Still, there’s a lot of hype about cloud computing today, and the reality is that the market is still nascent. Recent industry analyst reports say only about 4 percent of small and enterprise companies from the United States and Europe are actually taking advantage of the cloud.

A useful way to think about the cloud is as an analogue to yesterday’s mainframes, in the sense that it has the ability to run tier-one, mission-critical applications at massive scale with a high degree of availability. The difference is that the cloud can scale way beyond anything that you could previously implement.

A year ago, our customers were mainly just curious about the cloud. But today many are already dipping their toes in the water and starting to experiment with it. Over the next two to three years, we’ll see serious implementations being done in the cloud. This is one technology that will catch on quickly because it is consistent with the existing environments people have in their organizations, and it’s inexpensive to deploy. Over the next 12 to 18 months, we expect to see one out of five companies either using cloud services or planning to implement them soon.

PressPass: You mentioned the growing variety of devices that are available for accessing information. Do you see this trend leveling off anytime soon, perhaps because we’ll reach some hardware limitations?

Muglia: I believe this trend will continue, with even more variety of information appliances and a proliferation in the types of information in which users are interested. One thing that will change, however, is the user experience across those devices. It will become easier to move information from one device to another. Right now, things are still pretty “siloed.” For example, if you’re in the middle of a browsing session on one device, you should be able to easily pick up at that same point on another device. We’ll start to see this sort of convergence in the next decade.

I have a healthy faith in Moore’s Law, and I’m confident that as the chip industry continues to deliver more computing capacity, there will be applications that require that capacity. Or, to put it another way, I’m convinced that the needs of the business community will consume all of the computing capacity that becomes available in the future, and then some.

As computing power increases at the edge of the network in the various clients and devices, it’s going to be important to pull the right information together so people — and business users in particular — are accessing information they need and that is useful to them.
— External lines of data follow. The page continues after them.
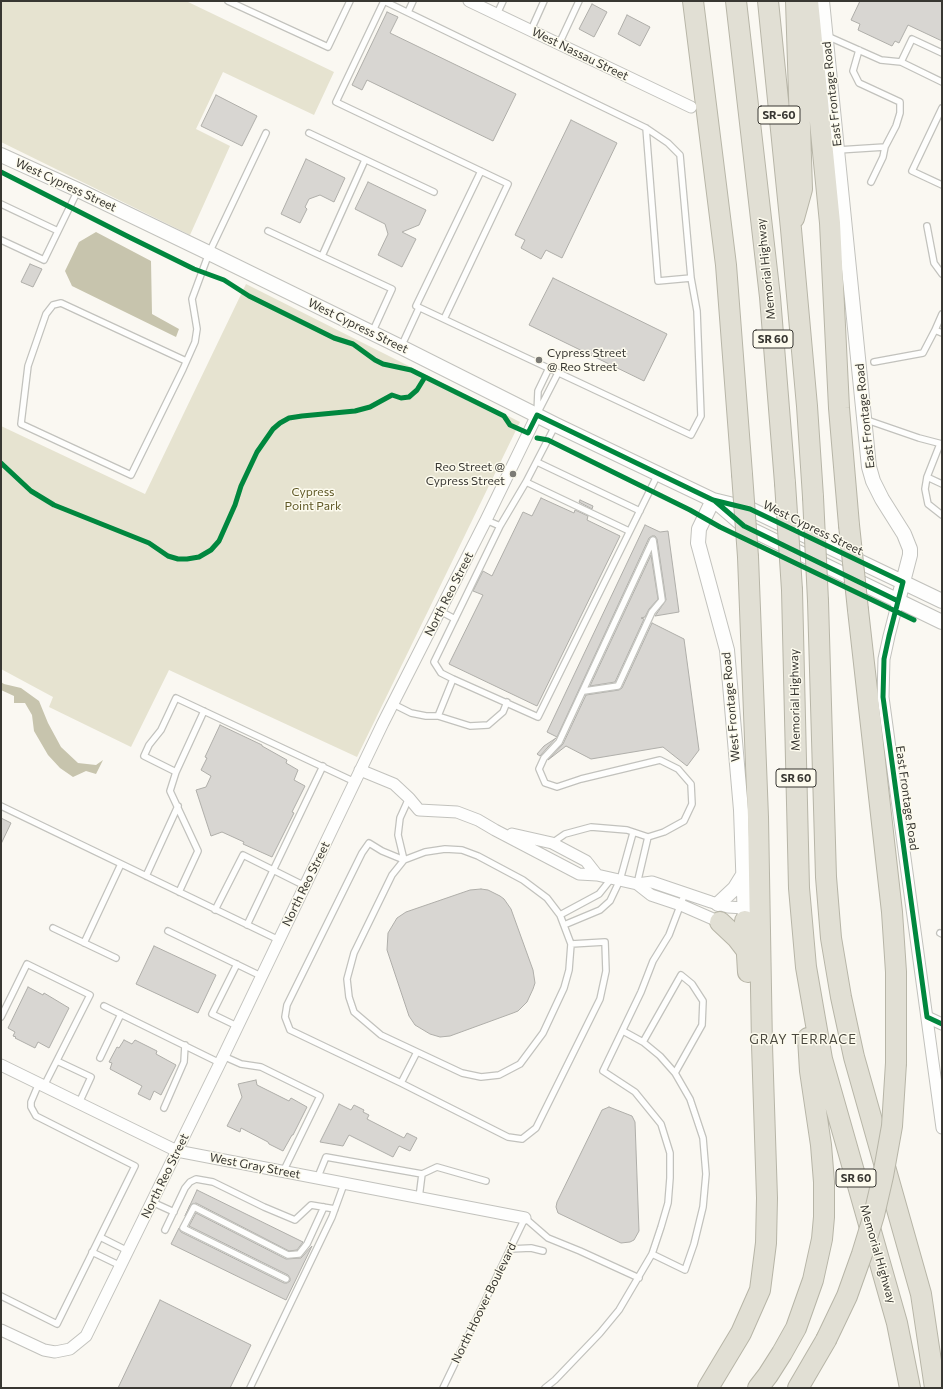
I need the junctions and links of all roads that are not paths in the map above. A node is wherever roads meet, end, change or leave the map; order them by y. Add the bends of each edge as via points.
1 (228, 1) edge
2 (350, 1) edge
3 (413, 1) edge
4 (469, 1) edge
5 (503, 1) edge
6 (544, 1) edge
7 (579, 1) edge
8 (693, 1) edge
9 (736, 1) edge
10 (768, 1) edge
11 (796, 1) edge
12 (808, 1) edge
13 (822, 1) edge
14 (408, 12) junction
15 (497, 14) junction
16 (531, 30) junction
17 (825, 35) junction
18 (559, 44) junction
19 (859, 50) junction
20 (942, 53) edge
21 (901, 62) junction
22 (942, 82) edge
23 (691, 107) dead end
24 (942, 108) edge
25 (940, 117) edge
26 (646, 128) junction
27 (266, 133) dead end
28 (309, 133) dead end
29 (885, 147) junction
30 (837, 150) junction
31 (1, 155) edge
32 (365, 160) junction
33 (481, 171) junction
34 (871, 182) dead end
35 (942, 184) edge
36 (78, 190) junction
37 (434, 192) dead end
38 (1, 204) edge
39 (927, 226) dead end
40 (791, 229) junction
41 (58, 231) junction
42 (268, 232) dead end
43 (1, 240) edge
44 (209, 253) junction
45 (322, 256) junction
46 (942, 274) edge
47 (691, 278) junction
48 (419, 308) junction
49 (942, 314) edge
50 (444, 319) junction
51 (936, 330) junction
52 (372, 333) junction
53 (942, 333) edge
54 (402, 347) junction
55 (186, 361) junction
56 (874, 362) dead end
57 (549, 368) junction
58 (558, 372) junction
59 (537, 415) junction
60 (864, 419) junction
61 (556, 425) junction
62 (941, 444) edge
63 (537, 462) junction
64 (658, 474) junction
65 (927, 476) junction
66 (526, 482) junction
67 (942, 484) edge
68 (713, 500) junction
69 (640, 511) junction
70 (942, 515) edge
71 (486, 520) junction
72 (500, 526) junction
73 (629, 530) junction
74 (903, 582) junction
75 (898, 601) junction
76 (942, 601) edge
77 (440, 611) junction
78 (455, 619) junction
79 (942, 622) edge
80 (453, 679) junction
81 (584, 691) junction
82 (507, 702) junction
83 (393, 704) junction
84 (204, 711) junction
85 (438, 716) junction
86 (323, 766) junction
87 (360, 770) junction
88 (176, 772) junction
89 (355, 782) junction
90 (409, 798) junction
91 (1, 806) edge
92 (178, 806) junction
93 (495, 830) junction
94 (633, 832) junction
95 (648, 837) junction
96 (552, 844) junction
97 (404, 860) junction
98 (121, 864) junction
99 (273, 870) junction
100 (743, 875) junction
101 (146, 876) junction
102 (597, 876) junction
103 (616, 879) junction
104 (636, 884) junction
105 (305, 886) junction
106 (179, 892) junction
107 (685, 894) junction
108 (681, 905) junction
109 (216, 910) junction
110 (719, 913) junction
111 (560, 915) junction
112 (744, 915) junction
113 (247, 925) junction
114 (564, 925) junction
115 (53, 928) dead end
116 (168, 931) dead end
117 (279, 940) junction
118 (84, 943) junction
119 (571, 944) junction
120 (747, 951) junction
121 (116, 958) dead end
122 (237, 964) junction
123 (806, 967) junction
124 (261, 976) junction
125 (104, 1006) dead end
126 (121, 1014) junction
127 (1, 1017) edge
128 (927, 1017) junction
129 (942, 1024) edge
130 (237, 1026) junction
131 (623, 1031) junction
132 (643, 1042) junction
133 (185, 1045) junction
134 (417, 1052) junction
135 (100, 1058) dead end
136 (221, 1059) junction
137 (57, 1061) junction
138 (1, 1065) edge
139 (675, 1073) junction
140 (401, 1083) junction
141 (42, 1085) junction
142 (79, 1103) junction
143 (164, 1108) dead end
144 (942, 1128) edge
145 (177, 1151) junction
146 (283, 1172) junction
147 (422, 1174) junction
148 (317, 1178) junction
149 (486, 1181) dead end
150 (344, 1184) junction
151 (419, 1198) junction
152 (152, 1202) junction
153 (324, 1207) junction
154 (335, 1209) junction
155 (174, 1212) junction
156 (525, 1218) junction
157 (165, 1230) dead end
158 (100, 1237) junction
159 (510, 1249) junction
160 (128, 1251) junction
161 (543, 1251) dead end
162 (92, 1252) junction
163 (652, 1254) junction
164 (121, 1266) junction
165 (639, 1278) junction
166 (286, 1279) dead end
167 (920, 1294) junction
168 (1, 1296) edge
169 (1, 1330) edge
170 (942, 1353) edge
171 (713, 1381) edge
172 (250, 1388) edge
173 (443, 1388) edge
174 (545, 1388) edge
175 (758, 1388) edge
176 (798, 1388) edge
177 (910, 1388) edge
178 (935, 1388) edge

1 - 2 lane via 328,48
3 - 14 lane
4 - 15 street, West Nassau Street
5 - 15 lane
6 - 16 lane
7 - 18 lane
8 - 171 highway, bridge via 726,265 748,557 758,817 767,1198 766,1243 760,1290 742,1333
9 - 123 highway, Memorial Highway / SR 60, bridge via 770,297 785,482 792,590 799,888
10 - 40 highway, Memorial Highway / SR-60
11 - 40 highway, Memorial Highway / SR 60 via 802,189
12 - 176 highway, bridge via 830,223 839,408 849,525 892,912 896,972 896,1063 892,1126 874,1215 847,1296 826,1340
13 - 17 street, East Frontage Road
14 - 26 lane
14 - 33 lane via 384,1 336,102
15 - 16 street, West Nassau Street
16 - 18 street, West Nassau Street
17 - 19 lane
17 - 30 street, East Frontage Road
18 - 23 street, West Nassau Street
19 - 21 lane via 881,60
19 - 29 lane via 853,71 859,82 900,102 896,126
20 - 21 lane via 912,39
21 - 22 lane
24 - 25 lane
25 - 35 lane via 912,171
26 - 47 lane via 680,155
26 - 47 lane via 658,280
27 - 44 lane
28 - 32 lane
29 - 30 lane
29 - 34 lane
30 - 60 street, East Frontage Road
31 - 36 street, West Cypress Street
32 - 37 lane
32 - 45 lane
33 - 48 lane via 416,306
33 - 50 lane via 508,184
36 - 41 lane
36 - 44 street, West Cypress Street
38 - 41 lane
39 - 46 lane via 934,263
40 - 167 highway, Memorial Highway / SR 60, bridge via 813,497 826,877 831,938 854,1057
41 - 43 lane via 44,260
42 - 45 lane
44 - 52 street, West Cypress Street
44 - 55 lane via 192,299 197,329 195,342
45 - 52 lane via 392,289
47 - 58 lane via 697,311 701,416 691,435
48 - 50 lane
48 - 54 lane
49 - 51 lane
50 - 57 lane
51 - 53 lane
51 - 56 lane via 923,353
52 - 54 street, West Cypress Street
54 - 59 street, West Cypress Street
55 - 55 lane via 131,475 21,424 28,366 46,314 53,305 61,303
57 - 58 lane
57 - 59 lane via 538,390
58 - 59 lane
59 - 61 street, West Cypress Street
59 - 71 street, North Reo Street
60 - 62 lane
60 - 74 street, East Frontage Road via 873,481 908,541 910,549
61 - 63 lane
61 - 64 street, West Cypress Street
62 - 65 lane
63 - 66 lane
63 - 69 lane
64 - 68 street, West Cypress Street
64 - 69 lane
65 - 67 lane
65 - 70 lane via 925,489 928,504
66 - 72 lane
66 - 73 lane
68 - 74 street, West Cypress Street via 750,509
68 - 75 street, West Cypress Street via 744,526
68 - 100 street, West Frontage Road via 699,529 698,542 727,650 741,810
69 - 73 lane
71 - 72 lane
71 - 77 street, North Reo Street
72 - 78 lane
73 - 82 lane via 538,717
74 - 75 street, East Frontage Road
74 - 76 street, West Cypress Street
75 - 79 street, West Cypress Street
75 - 128 street, East Frontage Road via 884,659 883,696
77 - 78 lane
77 - 83 street, North Reo Street
78 - 80 lane via 434,662 441,673
80 - 82 lane
80 - 85 lane
81 - 81 lane via 587,683 653,540 662,600 652,612 618,686
81 - 95 lane via 559,742 544,758 539,769 545,783 557,787 660,760 678,769 692,784 692,804 684,821
82 - 85 lane via 502,712 488,725 470,726
83 - 85 lane via 411,713
83 - 87 street, North Reo Street
84 - 86 lane
84 - 88 lane
84 - 88 lane via 176,698 161,730 149,745 144,756
86 - 89 lane
86 - 99 lane
87 - 89 street, North Reo Street
87 - 90 street via 394,784
88 - 92 lane via 170,791
89 - 105 street, North Reo Street
90 - 93 street via 419,810 457,812
90 - 97 lane via 400,818 398,835
91 - 98 lane
92 - 101 lane
92 - 106 lane via 198,851
93 - 96 street
93 - 102 street via 579,874
94 - 95 lane
94 - 96 lane via 591,827 566,834
94 - 103 lane
95 - 104 lane
96 - 102 street via 586,861
97 - 111 lane via 444,848 462,850 523,880 547,898
97 - 134 lane via 392,876 354,953 347,979 354,1012 381,1035
97 - 140 lane via 369,843 287,1005 285,1017 290,1030
98 - 101 lane
98 - 118 lane
99 - 105 lane
99 - 109 lane via 243,855
99 - 113 lane
100 - 110 street
100 - 112 street, West Frontage Road
101 - 106 lane
102 - 103 street
103 - 104 street
103 - 111 lane via 599,894
103 - 114 lane via 610,901 600,910
104 - 107 street via 652,882
104 - 108 street via 651,896
105 - 117 street, North Reo Street
106 - 109 lane
107 - 108 lane
107 - 110 street
108 - 110 street
108 - 131 lane via 670,934 653,961
109 - 113 lane
110 - 112 street
110 - 112 street
110 - 120 highway
111 - 114 lane
112 - 120 highway
113 - 117 lane
114 - 119 lane
115 - 118 lane
116 - 122 lane
117 - 124 street, North Reo Street
118 - 121 lane
119 - 134 lane via 569,970 564,988 543,1033 520,1064 499,1075 481,1077 462,1073
119 - 140 lane via 605,942 606,971 600,999 536,1128 522,1139 508,1137
120 - 171 highway via 753,1262 739,1322
122 - 124 lane
122 - 130 lane via 212,1014
123 - 175 highway via 810,1071 824,1182 822,1239 796,1328
123 - 177 highway, Memorial Highway / SR 60 via 822,1059 897,1323
124 - 130 street, North Reo Street
125 - 126 lane
126 - 133 lane
126 - 135 lane
127 - 137 lane via 27,964 90,995
128 - 129 street
128 - 144 street, East Frontage Road
130 - 136 street, North Reo Street
131 - 132 lane
131 - 163 lane via 603,1071 635,1092 661,1124 670,1153 668,1203
132 - 139 lane
132 - 139 lane via 681,976 692,984 703,1001 702,1025
133 - 136 lane
133 - 143 lane via 184,1062
134 - 140 lane
136 - 145 street, North Reo Street
136 - 146 lane via 261,1068 320,1096
137 - 141 lane
137 - 142 lane via 91,1077
138 - 141 street, West Gray Street
139 - 163 lane via 690,1099 703,1138 706,1174 703,1207 685,1270
141 - 142 street, West Gray Street
141 - 158 lane via 31,1102 36,1116 135,1166
142 - 145 street, West Gray Street
145 - 146 street, West Gray Street
145 - 152 street, North Reo Street
146 - 148 street, West Gray Street
147 - 148 lane via 326,1157
147 - 149 lane via 436,1167
147 - 151 lane
148 - 150 street, West Gray Street
150 - 151 street, West Gray Street
150 - 154 lane
151 - 156 street, West Gray Street
152 - 155 lane
152 - 160 street, North Reo Street
153 - 154 lane
153 - 155 lane via 311,1205 294,1220 213,1182 196,1179 186,1188
153 - 166 lane via 299,1254 288,1255 194,1207 183,1228
154 - 172 lane
155 - 157 lane
156 - 159 lane, North Hoover Boulevard
156 - 165 lane via 548,1238
158 - 160 lane
158 - 162 lane
159 - 161 lane via 531,1248
159 - 173 lane, North Hoover Boulevard
160 - 164 street, North Reo Street
162 - 164 lane
162 - 168 lane via 57,1324
163 - 165 lane
164 - 169 street, North Reo Street via 86,1336 70,1349 55,1352 44,1350
165 - 174 lane via 605,1327
167 - 170 highway
167 - 178 highway, Memorial Highway / SR 60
PressPass: What will be the most significant changes in enterprise IT over the next five years?

Muglia: The two big changes that I see happening are the shift in focus to user-centric computing and the evolution of the datacenter. These are both massive transformations. In the case of user-centric computing, it is really about empowering end users within organizations to do their jobs effectively, regardless of where they are, yet at the same time having them operate under the set of policies and controls that are important for the needs of the business.

And, in the case of the datacenter, we’ve moved from a world where a business unit has an application they need to run and then IT procures a server, to a world that treats computing as a pool of resources that is effectively available on demand and can be managed at a fraction of the cost. There is a central theme to both of these: flexibility.

Businesses and workers — including IT professionals and developers — expect more out of technology than previous generations did. These expectations are driving a paradigm shift in technology and profoundly changing the way technology will be consumed, delivered and experienced.